Say I have a simple dataset (namely df1) like this:
ID Name Max_FileID
--------------------------------
1 Dog 3
1 Dog 3
1 Dog 3
2 Bird 1
3 Cat 5
3 Cat 5
I would like to group the dataset by ID (I have no problem with this):
df1.groupby('ID')
Then add a new column using Max_FileID + Rank.
The result should look like this
ID Name Max_FileID Rank
------------------------------------------
1 Dog 3 4
1 Dog 3 5
1 Dog 3 6
2 Bird 1 2
3 Cat 5 6
3 Cat 5 7
To help understand better what I am trying to achieve, here is a SQL equivalent:
SELECT
ID,
Name,
Max_FileID,
Max_FileID + ROW_NUMBER() OVER(PARTITION BY ID ORDER BY ID)
FROM df1
In addition, I created a custom function:
def sequential_ranking(self, iterable, max_id):
try:
max_id = max_id - 1
seq_nums = list()
for num in iterable:
max_id += 1
seq_nums.append(max_id)
return seq_nums
Not sure if there is a built-in function for it. Thanks in advance!!

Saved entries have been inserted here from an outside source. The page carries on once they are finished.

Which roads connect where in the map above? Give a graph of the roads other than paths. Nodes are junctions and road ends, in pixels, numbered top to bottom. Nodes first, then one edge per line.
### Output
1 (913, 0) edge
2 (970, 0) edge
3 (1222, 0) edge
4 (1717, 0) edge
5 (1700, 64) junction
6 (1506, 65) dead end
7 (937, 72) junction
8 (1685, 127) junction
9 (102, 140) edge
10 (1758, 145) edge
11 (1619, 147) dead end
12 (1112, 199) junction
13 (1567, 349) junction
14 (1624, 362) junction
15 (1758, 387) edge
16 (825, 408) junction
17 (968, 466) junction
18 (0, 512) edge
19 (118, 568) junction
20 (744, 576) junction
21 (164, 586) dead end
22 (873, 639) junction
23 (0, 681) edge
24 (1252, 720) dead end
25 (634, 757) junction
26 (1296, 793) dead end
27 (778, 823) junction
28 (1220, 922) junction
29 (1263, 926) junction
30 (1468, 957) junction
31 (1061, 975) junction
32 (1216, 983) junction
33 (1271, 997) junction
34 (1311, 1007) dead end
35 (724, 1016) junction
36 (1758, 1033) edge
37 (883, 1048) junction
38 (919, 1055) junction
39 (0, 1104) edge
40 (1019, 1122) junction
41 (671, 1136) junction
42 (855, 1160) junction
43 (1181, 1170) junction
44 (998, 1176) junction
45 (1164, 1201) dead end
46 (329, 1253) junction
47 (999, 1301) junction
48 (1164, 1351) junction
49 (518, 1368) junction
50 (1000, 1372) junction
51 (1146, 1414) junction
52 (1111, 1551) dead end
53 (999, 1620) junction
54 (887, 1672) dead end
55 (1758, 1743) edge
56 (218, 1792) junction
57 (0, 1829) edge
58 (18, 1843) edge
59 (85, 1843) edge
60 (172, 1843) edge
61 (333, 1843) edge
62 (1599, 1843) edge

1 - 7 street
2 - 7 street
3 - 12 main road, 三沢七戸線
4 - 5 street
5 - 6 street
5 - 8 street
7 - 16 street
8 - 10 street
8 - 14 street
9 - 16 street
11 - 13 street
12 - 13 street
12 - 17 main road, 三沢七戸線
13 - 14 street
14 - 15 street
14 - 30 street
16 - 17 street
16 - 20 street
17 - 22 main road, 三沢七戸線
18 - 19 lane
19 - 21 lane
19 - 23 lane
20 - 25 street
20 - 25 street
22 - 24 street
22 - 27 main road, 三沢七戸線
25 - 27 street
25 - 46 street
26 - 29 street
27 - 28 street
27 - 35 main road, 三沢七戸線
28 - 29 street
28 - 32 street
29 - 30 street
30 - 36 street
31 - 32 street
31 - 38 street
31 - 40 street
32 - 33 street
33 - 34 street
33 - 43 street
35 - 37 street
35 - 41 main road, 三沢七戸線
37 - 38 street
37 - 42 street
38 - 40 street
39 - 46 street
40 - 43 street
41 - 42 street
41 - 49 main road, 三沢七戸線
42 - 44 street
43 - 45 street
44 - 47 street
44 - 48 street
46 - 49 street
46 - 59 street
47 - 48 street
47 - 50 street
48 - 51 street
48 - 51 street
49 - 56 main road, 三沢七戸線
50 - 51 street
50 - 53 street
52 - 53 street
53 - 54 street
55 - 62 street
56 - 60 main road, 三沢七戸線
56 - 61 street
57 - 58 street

You can use DataFrameGroupBy.rank
function which returns the rank values in the group and if you specify the method parameter to first
then ranks are assigned in order they appear in the group.
You can use this:
df["Rank"] = df["Max_FileID"] + df.groupby("ID")["Max_FileID"].rank(method="first").astype(int)
Result:
>>> print(df)
ID Name Max_FileID Rank
0 1 Dog 3 4
1 1 Dog 3 5
2 1 Dog 3 6
3 2 Bird 1 2
4 3 Cat 5 6
5 3 Cat 5 7